Our Desert, some final thoughts

The desert can be beautiful.  Water doesn't taste as good when you haven't been desert-thirsty.

As I said before, there were no formulas for us.  There were no 3 or 5 step plans on how to get out of the desert.  I really dislike things like that to be honest.  I also wouldn't say that the desert is behind us, rather now, an important part of us.  It is part of our story, one of the lenses we use to see and understand.

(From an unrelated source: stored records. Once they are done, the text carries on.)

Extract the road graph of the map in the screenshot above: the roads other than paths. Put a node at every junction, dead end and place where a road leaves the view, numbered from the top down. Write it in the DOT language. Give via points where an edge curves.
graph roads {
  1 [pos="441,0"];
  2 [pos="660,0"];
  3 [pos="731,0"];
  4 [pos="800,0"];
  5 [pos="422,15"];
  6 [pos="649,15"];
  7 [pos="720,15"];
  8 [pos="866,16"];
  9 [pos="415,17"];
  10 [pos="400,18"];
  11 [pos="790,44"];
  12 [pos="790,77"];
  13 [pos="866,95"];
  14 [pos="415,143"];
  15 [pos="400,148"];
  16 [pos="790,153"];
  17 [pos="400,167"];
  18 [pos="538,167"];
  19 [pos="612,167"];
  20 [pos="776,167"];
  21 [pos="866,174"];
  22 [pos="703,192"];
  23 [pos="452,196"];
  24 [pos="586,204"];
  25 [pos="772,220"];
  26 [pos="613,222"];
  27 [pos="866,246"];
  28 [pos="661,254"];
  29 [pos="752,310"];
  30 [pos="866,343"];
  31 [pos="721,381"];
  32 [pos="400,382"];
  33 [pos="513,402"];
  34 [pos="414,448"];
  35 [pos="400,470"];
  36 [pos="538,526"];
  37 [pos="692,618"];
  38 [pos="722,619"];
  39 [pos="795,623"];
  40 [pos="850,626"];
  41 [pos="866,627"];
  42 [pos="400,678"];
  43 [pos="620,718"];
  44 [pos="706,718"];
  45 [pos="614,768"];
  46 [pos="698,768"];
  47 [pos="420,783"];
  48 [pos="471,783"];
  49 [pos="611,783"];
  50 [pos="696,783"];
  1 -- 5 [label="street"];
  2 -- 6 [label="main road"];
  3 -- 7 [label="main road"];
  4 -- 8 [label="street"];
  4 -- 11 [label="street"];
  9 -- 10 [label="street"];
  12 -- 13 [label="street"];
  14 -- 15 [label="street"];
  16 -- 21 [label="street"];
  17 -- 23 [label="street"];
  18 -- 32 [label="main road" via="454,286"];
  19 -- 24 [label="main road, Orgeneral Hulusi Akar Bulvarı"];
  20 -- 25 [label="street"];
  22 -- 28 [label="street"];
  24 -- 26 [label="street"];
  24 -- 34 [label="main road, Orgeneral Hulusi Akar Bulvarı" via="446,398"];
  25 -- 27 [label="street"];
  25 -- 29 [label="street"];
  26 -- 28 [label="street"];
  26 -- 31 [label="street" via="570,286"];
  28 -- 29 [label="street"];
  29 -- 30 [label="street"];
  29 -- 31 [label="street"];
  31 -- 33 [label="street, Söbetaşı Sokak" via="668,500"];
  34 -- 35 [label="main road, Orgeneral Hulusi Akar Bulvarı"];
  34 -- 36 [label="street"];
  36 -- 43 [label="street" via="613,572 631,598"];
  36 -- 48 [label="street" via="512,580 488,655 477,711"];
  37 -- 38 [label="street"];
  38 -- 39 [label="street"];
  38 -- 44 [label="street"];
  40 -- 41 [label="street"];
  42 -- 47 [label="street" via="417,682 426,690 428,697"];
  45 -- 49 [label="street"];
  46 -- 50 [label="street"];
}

I realize that our desert was nothing compared to what many of you face or have faced.  The loss of a dream sounds silly in the face of other losses.  Yet I think it's important to talk about our stories and not compare our grief.  Sharing our stories is powerful.  I've been amazed at how many messages I have received from some of you since I posted the last two posts on the subject.  So many of you have felt or feel this way.  And to think of how lonely the desert can feel when so many of us walk these dry days, months,  or years.  Wouldn't it be better if we shared our stories? 

I am convinced that waiting has good purposes.  If we never learn how to wait well, with open-handed surrender, we will miss much. period.

Waiting, in a desert season,  is one of the most counter-cultural things, ever.  It will not come easy.

There is health that comes from sticking with something over time - no matter how mundane and dry it might feel.  There is a lack of health that comes with jumping from one "announcement-worthy" thing to the next.  It's the difference between one-night-stand-living instead of commitment, foundation and the beauty-that-only-comes-from faithfulness-over-time-living.

I used to live like glory could only be found in flashy, exciting things - things like plane tickets and new lands and a constant change of scenery.   I was wrong.  And I still love those things.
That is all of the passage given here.